Shortly after my last post on this blog, I started taking medication for my anxiety level and trouble sleeping. The effects were immediate and wonderful, but also took a bit of getting used to on my part. The first night I was so sleepy that I went to bed at 8 pm and didn't get up until 7 am. I woke up so totally more rested than I could recall in recent memory. The next night I stumbled into the house about 6 pm and slept like a rock until 9 am the next morning. Thank goodness it was Saturday.

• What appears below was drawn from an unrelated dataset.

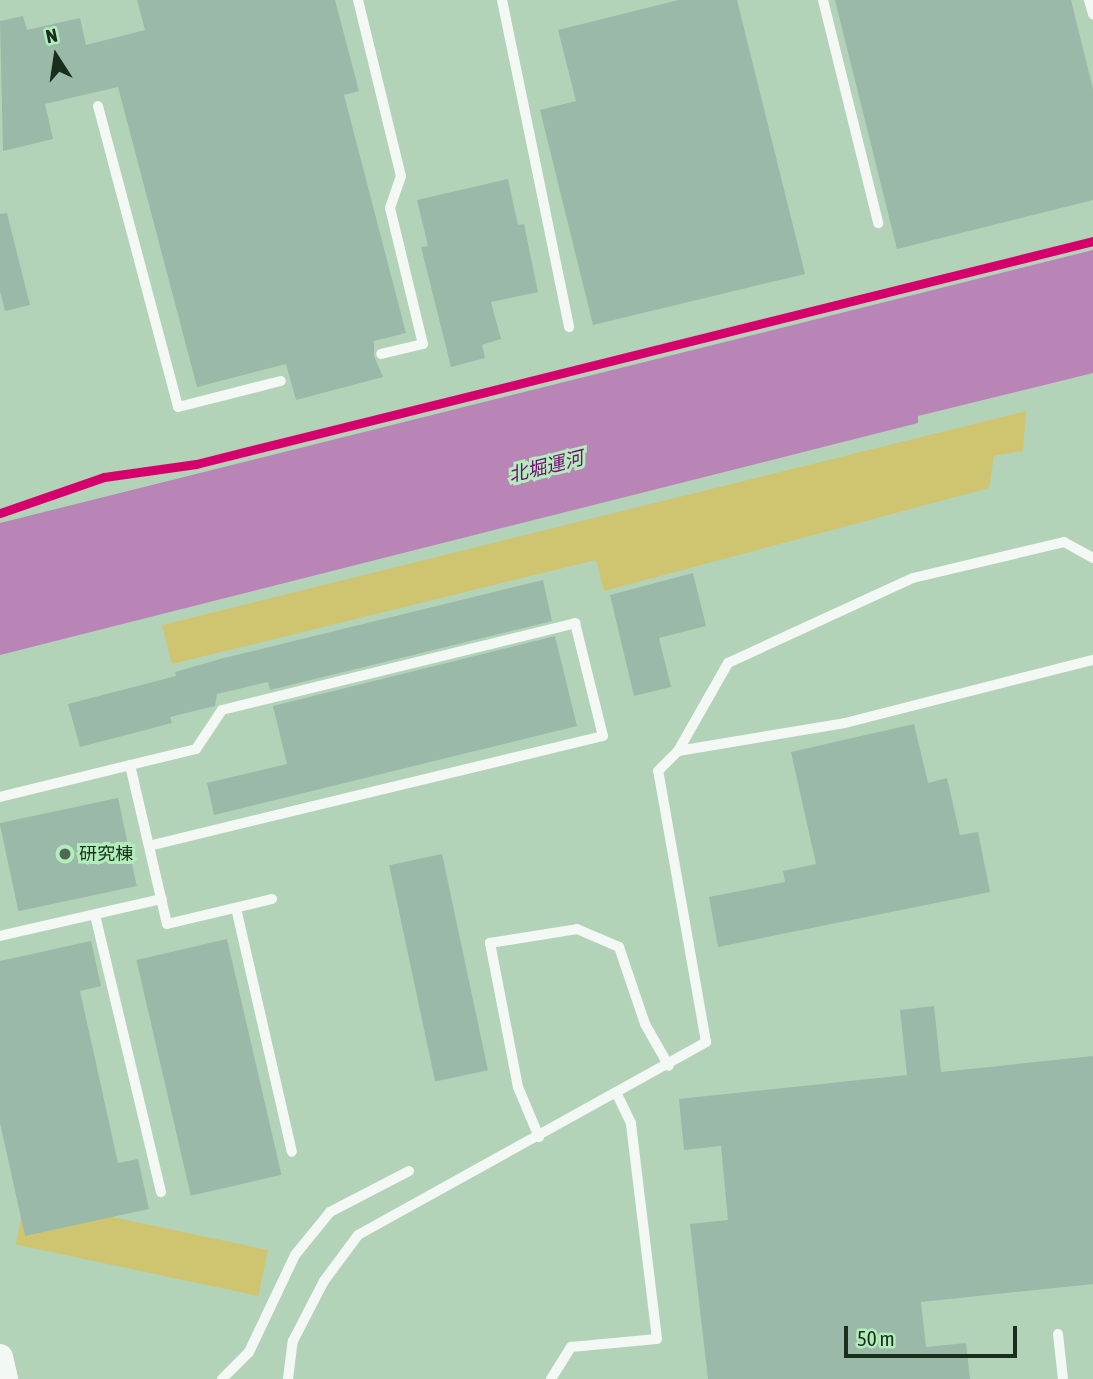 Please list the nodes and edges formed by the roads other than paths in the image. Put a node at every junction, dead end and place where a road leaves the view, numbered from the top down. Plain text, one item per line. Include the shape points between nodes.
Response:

To say I needed my rest is an understatement. I was so exhausted that I didn't even know how drained I was. During my preliminary discussion with the Nurse who later prescribed the pills, I told her that I had been sleeping "just fine." I guess it had been so long since I had slept well that I didn't even know it.

The good news is that I am doing so much better on so many levels. My stress threshold is very much higher now. I had been so stressed and anxious for so long that I was just having trouble dealing with minor stuff. After several weeks of some solid rest I am feeling great. I'm practically back to my old self, meaning that I am once again capable of rolling with the punches. Life is so much easier when you can see through the "minor stuff" and get down to the real issues. Which is really a requirement in my life since I work in customer service, have a wife battling breast cancer and a precocious 5 year old daughter who challenges me on every level... in a good way.

I am also getting used to the medication/new sleeping regimen. I'm not nearly as sleepy lately. Instead of being so drowsy in the evenings that I practically pass out... now I go to sleep when I want but sleep really soundly once I do. It's like... I don't know... normal?

The bad news is that the above developments have completely derailed my healthy lifestyle changes that I had started (like this blog.) I've been eating like a madman... almost like I've been trying to gain weight. The nurse says that is a very common coping mechanism in reaction to medication. I'm glad she's happy about it. I'm a little pissed that I've gained all the weight back. I haven't weighed myself recently but I can tell I've gained it back. I can be proud that I remained fairly successful at cutting back on sodas and instead have pushed as much water as I can stand.

And let's not ignore that I stopped any form of exercise as my energy level plummeted.

Summary? The medication was a good thing but has set me back a month or two in regard to my healthy lifestyle changes. But I'm back and I'm getting back in gear, starting today.